Top of Information shown
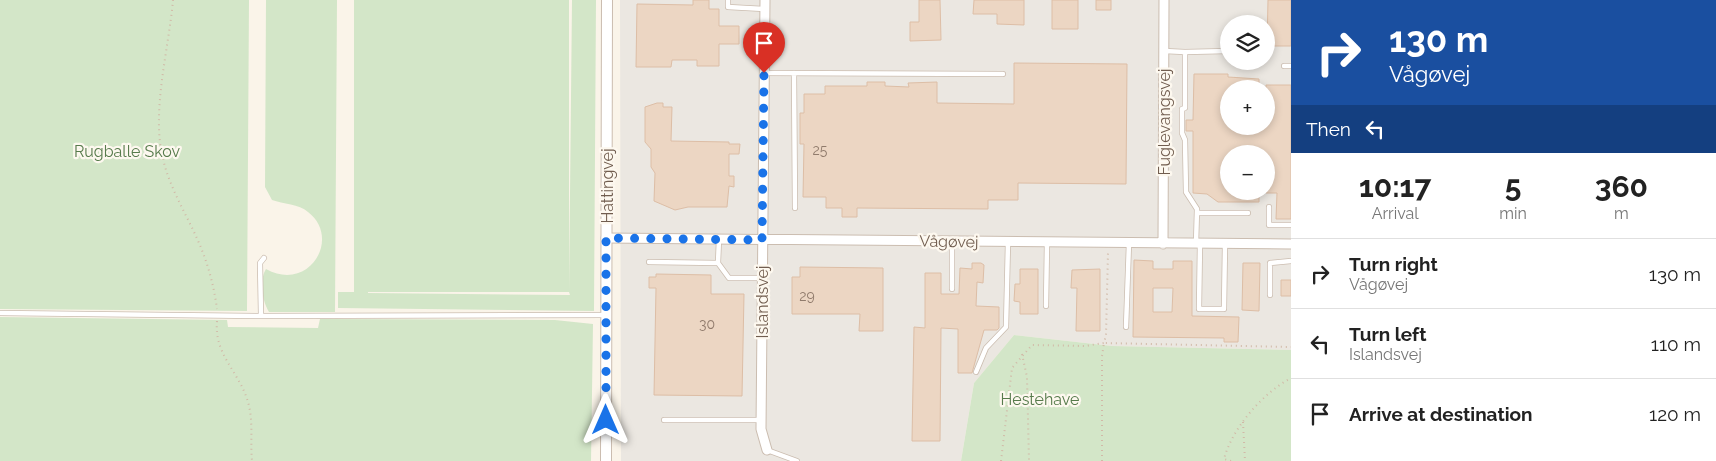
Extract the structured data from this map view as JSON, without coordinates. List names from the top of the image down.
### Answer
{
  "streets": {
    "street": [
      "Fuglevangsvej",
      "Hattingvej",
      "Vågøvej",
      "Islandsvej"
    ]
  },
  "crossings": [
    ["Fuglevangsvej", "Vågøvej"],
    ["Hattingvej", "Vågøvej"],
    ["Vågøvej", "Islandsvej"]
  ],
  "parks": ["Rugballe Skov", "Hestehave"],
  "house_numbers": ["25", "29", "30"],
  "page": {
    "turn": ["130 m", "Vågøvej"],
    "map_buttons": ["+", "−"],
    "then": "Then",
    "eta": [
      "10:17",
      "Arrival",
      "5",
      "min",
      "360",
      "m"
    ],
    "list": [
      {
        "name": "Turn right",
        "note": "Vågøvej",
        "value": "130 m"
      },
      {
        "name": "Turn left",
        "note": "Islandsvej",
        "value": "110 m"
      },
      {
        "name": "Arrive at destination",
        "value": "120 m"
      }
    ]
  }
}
Bottom of Information shown
Requirement: All records above must be output exactly as they stand, excluding pictures.

Solution below:
Extract the structured data from this map view as JSON, without coordinates. List names from the top of the image down.
### Answer
{
  "streets": {
    "street": [
      "Fuglevangsvej",
      "Hattingvej",
      "Vågøvej",
      "Islandsvej"
    ]
  },
  "crossings": [
    ["Fuglevangsvej", "Vågøvej"],
    ["Hattingvej", "Vågøvej"],
    ["Vågøvej", "Islandsvej"]
  ],
  "parks": ["Rugballe Skov", "Hestehave"],
  "house_numbers": ["25", "29", "30"],
  "page": {
    "turn": ["130 m", "Vågøvej"],
    "map_buttons": ["+", "−"],
    "then": "Then",
    "eta": [
      "10:17",
      "Arrival",
      "5",
      "min",
      "360",
      "m"
    ],
    "list": [
      {
        "name": "Turn right",
        "note": "Vågøvej",
        "value": "130 m"
      },
      {
        "name": "Turn left",
        "note": "Islandsvej",
        "value": "110 m"
      },
      {
        "name": "Arrive at destination",
        "value": "120 m"
      }
    ]
  }
}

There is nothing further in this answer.